潮の引いた稲村ヶ崎からの義貞軍の鎌倉への突入によって、追い詰められた北条高時は自刃し鎌倉幕府は滅びました。
後醍醐天皇による『建武の新政』が始まりましたが、公家たちの失政がつづきうまくいきません。
ついに1335年に足利尊氏が天皇に反旗をひるがえしたために、後醍醐天皇から足利追討の命令を受けて鎌倉に攻め下ります。しかし箱根で足利軍に押し返されて東海道を敗走、今度は京都で一進一退の攻防になります(1336年1月)。この戦いは足利軍が敗退し尊氏は九州に落ち延びます。
義貞の尊氏追撃戦は、なぜか出陣が遅れたあげく、尊氏に組する赤松円心が播磨・白幡城(兵庫県・赤穂市)で頑強な抵抗をしたために頓挫します。九州に落ち延びた尊氏は、光厳上皇から義貞追討の院宣を獲得して盛り返します。
力を蓄えた尊氏が九州から攻め上ってくると、今度は義貞軍が総崩れになります。楠正成の応援を得て湊川(兵庫県神戸市中央区・兵庫区)に陣を構えますが、足利軍に敗れて楠正成は自害(1336年5月)、後醍醐天皇と義貞は近江・東坂本(比叡山の麓、大津市・坂本)に逃れます。
8月15日、光厳上皇の院宣により、その弟の光明天皇が即位、いわゆる『南北朝時代』が開始されました。
新田義貞は劣勢ながらも京都奪還の攻防を継続します。しかし肝心の後醍醐天皇が義貞を裏切って足利尊氏と和睦してしまいます。天皇は激高する義貞に対し、「これは偽りの和睦だ、すでに恒良親王(つねながしんのう)に譲位し、三種の神器も渡してある」と弁明し、恒良親王と尊良親王(たかながしんのう)の身柄を委ねます。
義貞は2人の皇子を擁して越前・金ヶ崎城に立てこもりますが、飢餓に苦しめられるまでの籠城戦のあとで落城、恒良親王は自害、尊良親王は捕縛されます(1337年3月6日)。義貞はかろうじて脱出し越前・杣山城(そまやまじょう・福井県南条郡南越前町)で兵力の建て直しを図りました。
この間、南朝方についた奥州の北畠顕家が上洛を目指します。義貞の息子義興もこの軍に合流しましたが、和泉堺浦・石津(大阪府・堺市)の戦いに敗れ、顕家は討死してしまいます(1338年5月)。義貞は頼みの援軍を失いました。

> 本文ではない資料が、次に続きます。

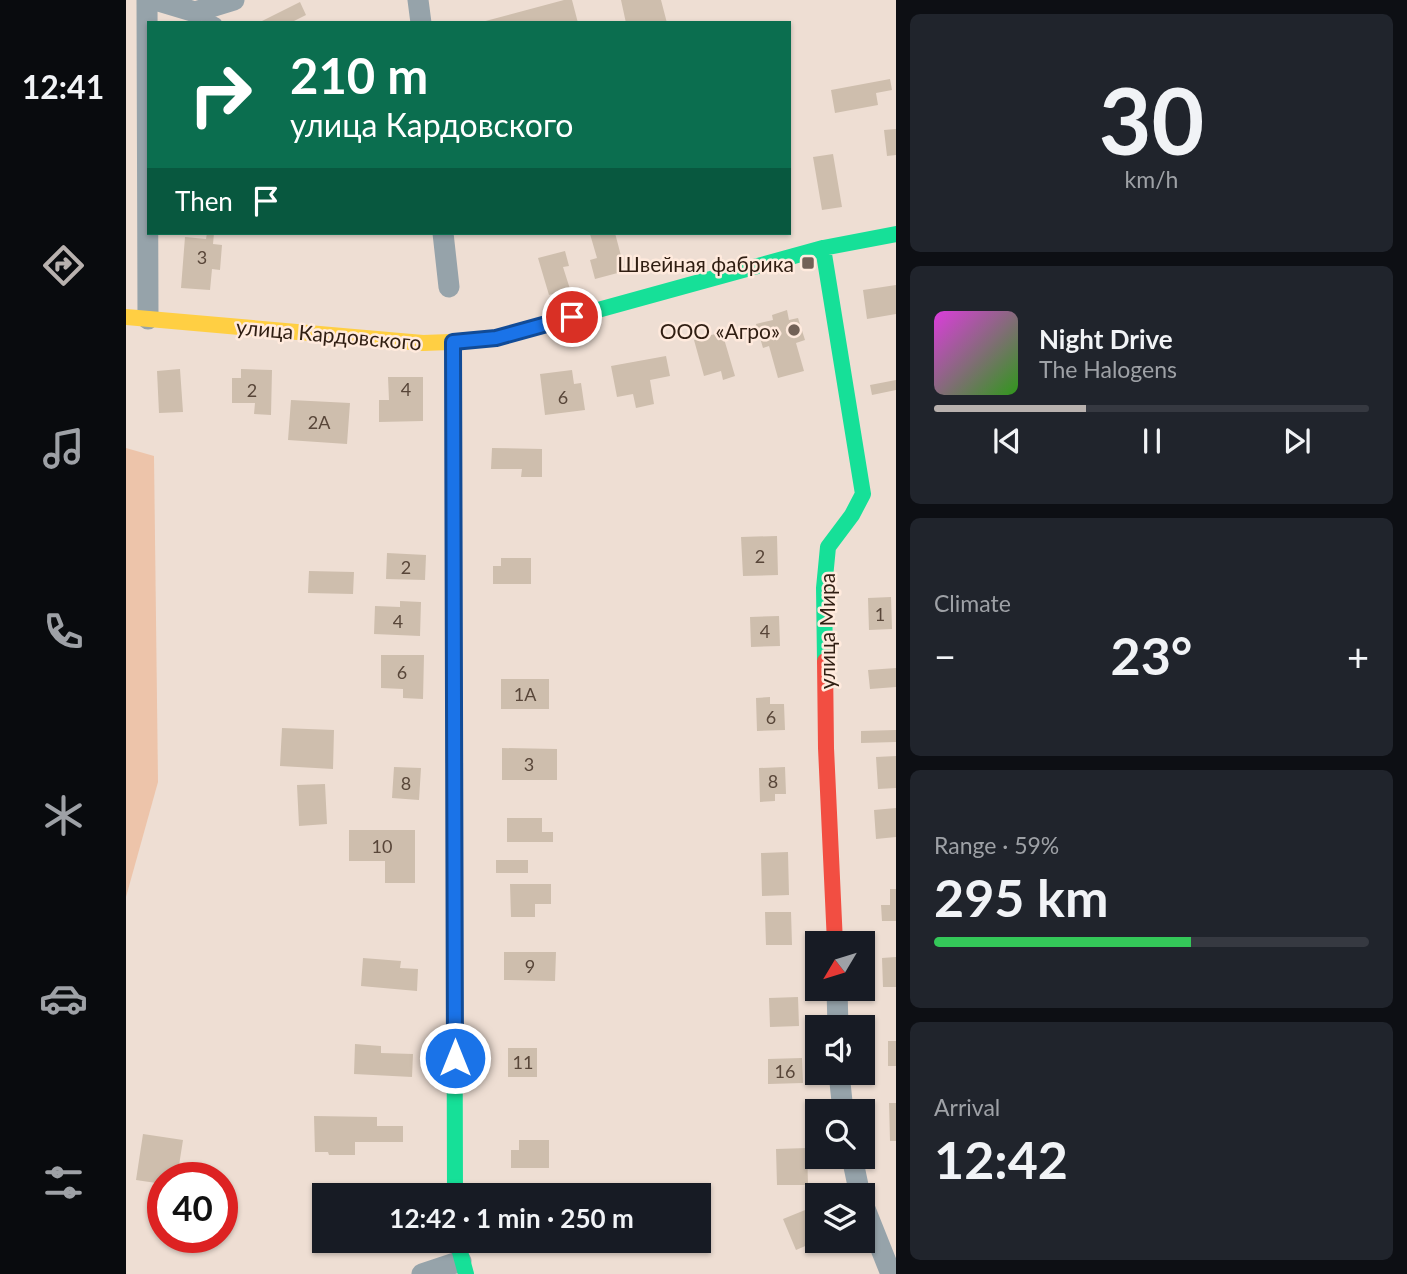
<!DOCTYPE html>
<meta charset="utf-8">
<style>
body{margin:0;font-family:Lato,sans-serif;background:#20242c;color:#f1f3f6;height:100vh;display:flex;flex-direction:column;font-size:26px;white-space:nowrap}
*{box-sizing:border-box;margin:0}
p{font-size:23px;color:#9ea1a6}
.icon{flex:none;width:38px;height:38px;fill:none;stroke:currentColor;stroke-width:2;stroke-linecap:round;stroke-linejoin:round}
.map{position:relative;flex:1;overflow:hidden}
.sheet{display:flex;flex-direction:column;gap:14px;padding:14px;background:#0d0f14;width:511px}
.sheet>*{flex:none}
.hud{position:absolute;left:21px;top:21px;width:644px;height:214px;border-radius:0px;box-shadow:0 2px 5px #0004;background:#0b6e4f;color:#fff;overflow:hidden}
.needle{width:46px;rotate:232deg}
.fabs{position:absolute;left:679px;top:931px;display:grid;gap:14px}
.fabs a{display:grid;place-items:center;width:70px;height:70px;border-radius:0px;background:#171b24;box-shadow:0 2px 5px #0004;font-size:35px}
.speed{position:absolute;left:21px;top:1162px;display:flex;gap:14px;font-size:35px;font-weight:700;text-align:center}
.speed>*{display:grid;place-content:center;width:91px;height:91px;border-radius:50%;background:#171b24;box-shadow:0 2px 5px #0004;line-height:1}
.speed .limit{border:10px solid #d22;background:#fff;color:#111}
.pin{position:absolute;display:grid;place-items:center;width:60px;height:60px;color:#fff;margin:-30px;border:4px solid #fff;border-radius:50%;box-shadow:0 2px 7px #0007}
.me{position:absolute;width:77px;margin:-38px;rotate:0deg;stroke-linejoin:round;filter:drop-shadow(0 0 5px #0008)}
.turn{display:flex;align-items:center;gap:24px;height:147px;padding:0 28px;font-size:32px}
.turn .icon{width:91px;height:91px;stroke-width:2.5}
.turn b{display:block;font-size:49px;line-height:60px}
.then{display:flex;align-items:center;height:66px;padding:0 28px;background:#0003;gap:14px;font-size:26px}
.big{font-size:52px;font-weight:700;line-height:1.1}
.sheet .widget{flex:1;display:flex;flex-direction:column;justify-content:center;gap:10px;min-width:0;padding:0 24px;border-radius:10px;background:#20242c}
.sheet .dial{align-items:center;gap:0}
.dial b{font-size:91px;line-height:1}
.song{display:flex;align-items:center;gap:21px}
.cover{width:84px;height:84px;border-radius:10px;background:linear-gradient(135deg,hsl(300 70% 55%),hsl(110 70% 35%))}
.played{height:7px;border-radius:4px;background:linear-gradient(90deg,#b8b1ae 35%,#363941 35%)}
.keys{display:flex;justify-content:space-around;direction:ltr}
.heat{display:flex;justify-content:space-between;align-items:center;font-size:38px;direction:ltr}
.charge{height:10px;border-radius:5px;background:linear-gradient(90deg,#34c759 59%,#363941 0)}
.trip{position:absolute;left:186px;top:1183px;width:399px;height:70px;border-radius:0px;background:#171b24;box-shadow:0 2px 5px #0004;font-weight:700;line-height:70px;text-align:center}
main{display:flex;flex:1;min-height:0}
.menu{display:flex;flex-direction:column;width:126px;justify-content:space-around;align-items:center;background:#090b0e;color:#9ea1a6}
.menu .icon{width:49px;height:49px}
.menu .active{color:#b8b1ae}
.menu b{font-size:32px;color:#f1f3f6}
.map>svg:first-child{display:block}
.green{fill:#edc4aa}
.building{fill:#cebead}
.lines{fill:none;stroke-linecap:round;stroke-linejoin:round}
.lane{stroke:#96a3aa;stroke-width:10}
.street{stroke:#96a3aa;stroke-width:21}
.fast{stroke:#16e098;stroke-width:16}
.slow{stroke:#ffcf43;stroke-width:16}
.jam{stroke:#f24e42;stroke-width:16}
.route-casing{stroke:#114b97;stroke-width:18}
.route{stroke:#1a73e8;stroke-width:12}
.poi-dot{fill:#726156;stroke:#ffeadd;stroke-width:2.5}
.labels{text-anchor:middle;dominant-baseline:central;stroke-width:5;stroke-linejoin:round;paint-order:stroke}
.number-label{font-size:18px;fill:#584639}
.poi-label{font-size:21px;fill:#301e12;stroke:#ffeadd;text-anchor:end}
.street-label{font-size:21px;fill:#301e12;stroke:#ffeadd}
</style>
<main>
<nav class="menu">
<b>12:41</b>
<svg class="icon active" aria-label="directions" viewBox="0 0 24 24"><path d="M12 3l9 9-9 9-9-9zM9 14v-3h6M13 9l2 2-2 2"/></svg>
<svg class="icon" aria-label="music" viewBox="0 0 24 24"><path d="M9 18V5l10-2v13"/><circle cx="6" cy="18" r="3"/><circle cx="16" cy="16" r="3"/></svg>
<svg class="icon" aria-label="phone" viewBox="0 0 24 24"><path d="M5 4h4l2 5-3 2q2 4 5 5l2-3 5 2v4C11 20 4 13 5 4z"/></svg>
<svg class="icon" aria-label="climate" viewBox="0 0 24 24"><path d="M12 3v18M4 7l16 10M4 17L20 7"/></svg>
<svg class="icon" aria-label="car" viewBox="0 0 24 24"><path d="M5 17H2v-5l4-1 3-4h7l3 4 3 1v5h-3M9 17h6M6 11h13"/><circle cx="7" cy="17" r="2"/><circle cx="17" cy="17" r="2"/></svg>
<svg class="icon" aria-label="filters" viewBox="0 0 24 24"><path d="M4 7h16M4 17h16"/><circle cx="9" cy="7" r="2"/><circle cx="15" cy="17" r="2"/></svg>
</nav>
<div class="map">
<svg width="770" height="1274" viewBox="0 0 770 1274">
<rect width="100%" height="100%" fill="#eeded3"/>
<path class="green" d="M0,448L28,456L32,782L0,897Z"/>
<path class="building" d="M438,0H446L452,23H352Z
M495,0H535L541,23H500Z
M174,2L180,15L164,23H132Z
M764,79L766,90L750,93L752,105L709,113L705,90Z
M770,129V155L761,156L758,130Z
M707,154L716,207L696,210L687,157Z
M81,233H88L87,244L96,245L94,270L86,269L84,290L55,288L59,237L80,239Z
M470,233H489L499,271L469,279L464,260L471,258L464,234Z
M439,251L443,266L437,267L444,289L423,295L412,258Z
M770,285V314L741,319L737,290Z
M661,310L663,320L672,318L679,340L670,343L678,371L652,378L643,346L637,348L630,324L647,320L646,315Z
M596,332L609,376L597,380L595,371L578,376L568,340Z
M540,356L544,376L524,380L528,404L510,408L507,394L491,397L485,366Z
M54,369L57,412L33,413L31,371Z
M115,369L146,370L145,415L128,414L129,403H106V378H115Z
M446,370L448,384L455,383L459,410L419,415L414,374Z
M262,377H297V421L253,422V400H263Z
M770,380V390L746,395L744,385Z
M165,400L224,403L221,444L162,440Z
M366,448L416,449V477H395L396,469H365Z
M651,536L652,575L617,576L615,537Z
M261,553L300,555L299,580L260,579Z
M375,558H405V584H367V566H375Z
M183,571L228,572L227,594L182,593Z
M765,597L766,629L743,630L742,598Z
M274,601L295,602L294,636L248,634L249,606L274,607Z
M653,616L654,646L625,647L624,617Z
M255,655H298L297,699L277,698V689L255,688Z
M770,668V687L744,689L742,670Z
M375,679H423V709H375Z
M644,697V704H658L659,730L631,731L630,698Z
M156,728L208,730L207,769L154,766Z
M770,730V742L735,743V731Z
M376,748L431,749V780H376Z
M770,756V788L752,789L750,757Z
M268,767L295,768L293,800L266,798Z
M659,767L660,794H649V801L634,802L633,768Z
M199,784L201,824L173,826L171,785Z
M770,808V837L750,839L748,810Z
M381,818H416V832H427V842H381Z
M223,830H289V883H259V861H223Z
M662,852L663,895L636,896L635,853Z
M370,860H402V873H370Z
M384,884H425V904H409V917H385Z
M764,889H770V921H756L755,905H764Z
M639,912H665L666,945H640Z
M378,952H430L429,981L378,980Z
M770,957V987H757L756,958Z
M237,958L275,961L274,968L292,969L291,991L235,986Z
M672,997L673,1026L644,1027L643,998Z
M762,1041H770V1066H762Z
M229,1044L255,1046V1053L287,1054L286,1077L228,1074Z
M382,1048H411V1077H382Z
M676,1058L677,1083L642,1084V1059Z
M763,1103H770V1141H764Z
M188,1116L251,1117V1126H277V1142H229V1155H203L202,1152H189Z
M17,1134L57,1140L51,1178H37V1184L10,1180Z
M393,1140H423V1168H385V1150H393Z
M681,1148L682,1185H651L650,1149Z
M684,1208L691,1225V1241L670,1250L657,1219Z
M241,1241H286V1248Z
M412,1241H426V1248L411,1249Z"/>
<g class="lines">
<path class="lane" d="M72,13L91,23"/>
<path class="street" d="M21,0L22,319
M29,0L69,12L108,0
M292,0L295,23
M317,233L323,287
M711,989L712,1027
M713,1073L717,1111
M726,1157L734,1195
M737,1204L765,1274
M296,1274L335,1261"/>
<path class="fast" d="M697,248L737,494L726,515L702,547L698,588L699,661
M324,342L370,338L697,248L770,234
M327,342L329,1195
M331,1241L340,1274"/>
<path class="slow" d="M0,317L297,343L324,342"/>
<path class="jam" d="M699,661L700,748L709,943"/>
</g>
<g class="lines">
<defs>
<path id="route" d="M329,1058L327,342L370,338L446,317"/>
</defs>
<use href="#route" class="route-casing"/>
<use href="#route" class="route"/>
</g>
<g class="poi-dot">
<rect x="675" y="256" width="14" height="14" rx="3.5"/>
<circle cx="668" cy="330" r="7"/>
</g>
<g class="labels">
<g class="number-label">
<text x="76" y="257">3</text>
<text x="280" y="389">4</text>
<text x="126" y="390">2</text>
<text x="437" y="397">6</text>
<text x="193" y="422">2А</text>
<text x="634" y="556">2</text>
<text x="280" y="567">2</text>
<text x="754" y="614">1</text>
<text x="272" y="621">4</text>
<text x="639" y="631">4</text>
<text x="276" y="672">6</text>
<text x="399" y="694">1А</text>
<text x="645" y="717">6</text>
<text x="403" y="764">3</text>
<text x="647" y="781">8</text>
<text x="280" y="783">8</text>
<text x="256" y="846">10</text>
<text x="404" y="966">9</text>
<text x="397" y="1062">11</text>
<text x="659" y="1071">16</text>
</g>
<g class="poi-label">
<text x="668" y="263">Швейная фабрика</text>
<text x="654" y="330">ООО «Агро»</text>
</g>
<g class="street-label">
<text transform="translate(203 334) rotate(5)">улица Кардовского</text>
<text transform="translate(700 631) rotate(-90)">улица Мира</text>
</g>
</g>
</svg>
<div class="fabs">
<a><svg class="needle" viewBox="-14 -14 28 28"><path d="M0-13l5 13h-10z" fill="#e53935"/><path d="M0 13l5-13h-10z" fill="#9ea1a6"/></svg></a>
<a><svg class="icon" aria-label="sound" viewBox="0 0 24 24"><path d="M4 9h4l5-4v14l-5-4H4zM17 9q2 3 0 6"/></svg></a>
<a><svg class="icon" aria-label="search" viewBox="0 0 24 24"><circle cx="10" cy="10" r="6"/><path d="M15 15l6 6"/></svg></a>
<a><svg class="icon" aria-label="layers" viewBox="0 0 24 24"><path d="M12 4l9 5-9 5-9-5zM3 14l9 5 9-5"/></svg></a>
</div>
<div class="speed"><div class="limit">40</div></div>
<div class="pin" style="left:446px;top:317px;background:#d93025"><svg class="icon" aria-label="arrive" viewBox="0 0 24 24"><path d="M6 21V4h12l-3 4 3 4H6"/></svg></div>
<svg class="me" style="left:329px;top:1058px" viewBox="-20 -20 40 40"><circle r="17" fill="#1a73e8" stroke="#fff" stroke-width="3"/><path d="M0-11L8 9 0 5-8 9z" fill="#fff"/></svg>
<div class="trip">12:42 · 1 min · 250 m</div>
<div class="hud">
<div class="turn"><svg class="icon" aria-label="right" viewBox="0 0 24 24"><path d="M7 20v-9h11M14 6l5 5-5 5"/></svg><div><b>210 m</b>улица Кардовского</div></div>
<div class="then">Then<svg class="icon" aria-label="arrive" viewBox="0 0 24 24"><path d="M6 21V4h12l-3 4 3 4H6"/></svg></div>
</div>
</div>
<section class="sheet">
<div class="widget dial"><b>30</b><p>km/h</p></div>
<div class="widget">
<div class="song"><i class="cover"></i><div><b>Night Drive</b><p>The Halogens</p></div></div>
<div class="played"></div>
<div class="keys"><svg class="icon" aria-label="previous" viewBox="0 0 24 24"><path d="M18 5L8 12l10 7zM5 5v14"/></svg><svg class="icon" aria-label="pause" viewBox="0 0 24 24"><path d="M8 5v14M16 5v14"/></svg><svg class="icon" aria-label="next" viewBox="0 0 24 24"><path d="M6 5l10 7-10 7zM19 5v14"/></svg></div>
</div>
<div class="widget"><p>Climate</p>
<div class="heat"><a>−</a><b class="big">23°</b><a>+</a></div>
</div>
<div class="widget"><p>Range · 59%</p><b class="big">295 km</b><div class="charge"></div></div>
<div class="widget"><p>Arrival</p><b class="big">12:42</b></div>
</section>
</main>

それでも義貞はようやく勢いを盛り返し、自ら上洛しようと画策していた矢先の1338年閏7月2日、燈明寺畷(福井県福井市新田塚町)の戦いで討死してしまいました。
新田義貞は南北朝の動乱の混乱と無秩序の時代に生きました。彼はいったん後醍醐天皇方につくと、死ぬまで忠誠をつくしました。
足利尊氏は確かに最終的に勝利したものの、天皇に反旗を翻し、さらに兄弟や一族、部下の内紛もあり、室町幕府は最初から安定を欠いていました。後醍醐天皇や新田義貞の怨霊におびえながら、尊氏は後ろめたい生涯を送ったされます。
新田義貞はあまり政治的駆け引きがうまくなく、足利尊氏の後塵を拝したり、楠正成に讒言されたり、後醍醐天皇にも裏切られたり、歯ぎしりしたくなるような逸話も多いのですが、兎にも角にも天皇に忠誠をつくした「愚直の武将」といえます。